11:00 - 12:30
Parallel sessions 5
11:00 - 12:30
Room: HSZ - N3
Chair/s:
Rebecca Albrecht, Florian Seitz
Categorization processes are fundamental to how humans structure, interpret, and interact with the world. They shape individual perception as well as higher-level judgments and decisions, and at the societal level play a key role in stereotyping, prejudice, and group formation. Yet, research on perceptual and social categorization has largely proceeded along separate tracks. Whereas perceptual research has aimed to identify domain-general mechanisms underlying individual categorization, social research has aimed to uncover the broader implications of categorization for group dynamics. Integrative approaches that bridge perceptual and social categorization remain rare.

Differences in research goals are mirrored by differences in methodology. Perceptual research typically relies on simplified, abstract tasks that maximize internal validity and support formal modeling, often at the expense of external validity. Social research, in turn, embeds categorization in realistic contexts that reflect lived experience and intergroup relations, but at the cost of making it harder to isolate and formalize the underlying processes. Recent methodological advances—from richer behavioral paradigms to automated theory discovery using ML/AI—create novel opportunities to combine the strengths of both traditions. These developments make it increasingly possible to study categorization in contexts that are both controlled and ecologically valid, paving the way for genuine integration of perceptual and social research.

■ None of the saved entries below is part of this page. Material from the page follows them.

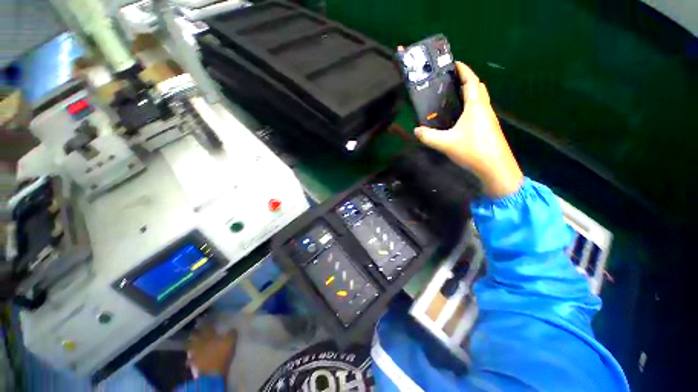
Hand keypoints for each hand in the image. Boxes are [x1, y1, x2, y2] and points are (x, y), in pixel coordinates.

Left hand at [187, 325, 236, 375]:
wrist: (212, 373)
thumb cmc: (222, 354)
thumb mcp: (231, 341)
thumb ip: (231, 333)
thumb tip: (232, 328)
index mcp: (209, 335)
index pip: (207, 326)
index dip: (206, 321)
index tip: (204, 316)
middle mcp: (200, 342)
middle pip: (195, 335)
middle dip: (195, 331)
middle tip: (195, 328)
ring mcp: (195, 353)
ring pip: (191, 346)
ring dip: (191, 344)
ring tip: (191, 342)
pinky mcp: (194, 363)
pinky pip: (190, 358)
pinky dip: (190, 357)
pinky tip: (191, 357)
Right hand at [415, 62, 522, 197]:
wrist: (495, 167)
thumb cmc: (472, 150)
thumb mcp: (445, 143)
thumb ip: (428, 136)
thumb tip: (416, 131)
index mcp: (475, 106)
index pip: (471, 81)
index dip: (464, 70)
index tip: (455, 63)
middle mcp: (484, 108)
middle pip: (478, 88)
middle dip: (467, 81)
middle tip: (452, 83)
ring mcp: (489, 118)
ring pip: (480, 99)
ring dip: (470, 94)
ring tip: (454, 99)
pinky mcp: (489, 128)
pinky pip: (480, 110)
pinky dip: (471, 107)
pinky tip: (461, 118)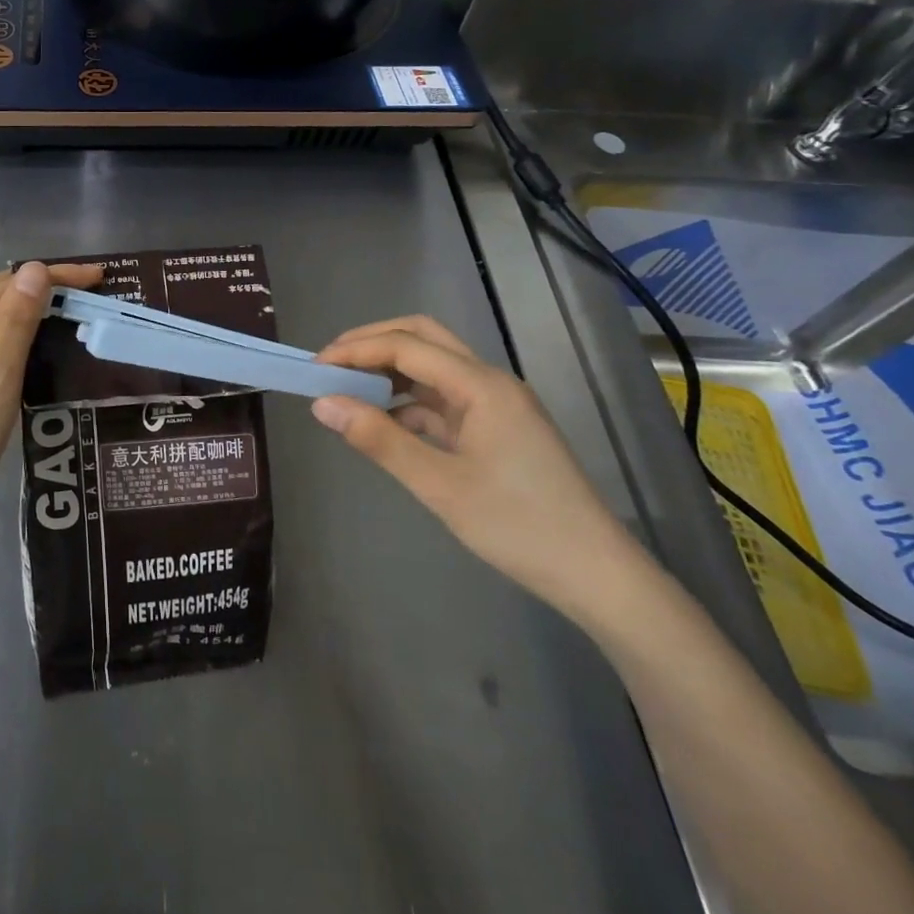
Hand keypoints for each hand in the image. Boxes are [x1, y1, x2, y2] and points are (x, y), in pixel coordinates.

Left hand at [0, 261, 102, 548]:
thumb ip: (16, 325)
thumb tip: (33, 269)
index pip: (6, 286)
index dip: (53, 277)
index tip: (98, 278)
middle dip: (35, 287)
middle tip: (83, 291)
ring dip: (20, 312)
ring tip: (61, 314)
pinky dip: (6, 340)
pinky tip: (25, 356)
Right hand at [312, 316, 645, 617]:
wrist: (597, 576)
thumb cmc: (519, 527)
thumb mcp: (439, 485)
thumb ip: (379, 439)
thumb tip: (322, 404)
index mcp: (481, 385)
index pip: (406, 345)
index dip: (356, 350)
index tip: (315, 367)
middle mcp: (490, 382)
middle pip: (423, 337)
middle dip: (373, 343)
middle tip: (331, 365)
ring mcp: (496, 404)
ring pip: (433, 366)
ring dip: (390, 370)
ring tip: (348, 391)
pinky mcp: (497, 428)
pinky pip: (443, 398)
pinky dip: (408, 401)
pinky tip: (385, 423)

This symposium is structured around three complementary steps in building this bridge. The first examines computational models of categorization and asks what predictions they offer for understanding social categorization. The second starts from the opposite direction, considering how phenomena of social categorization and judgment can be explained within computational frameworks. The third takes a meta-perspective, highlighting how recent methodological advances—ranging from large-scale experimentation to theory-driven simulations and formal model comparison—create new opportunities for linking the two traditions. Together, these perspectives show how research on categorization can move beyond separate traditions by uniting mechanistic explanations with social consequences and aligning methodological control with ecological relevance, paving the way toward a unified theory of categorization.
Submission 631
Using Conceptual Scaling to Map How Individuals Understand Abstract Concepts
SymposiumTalk-03
Presented by: Lukas S. Huber
Lukas S. Huber
University of Bern, Switzerland
University of Tübingen, Germany
How can we quantify how people understand abstract, socially relevant concepts such as "truth", "health", or "gender"? How do individuals differ in their understanding of these concepts?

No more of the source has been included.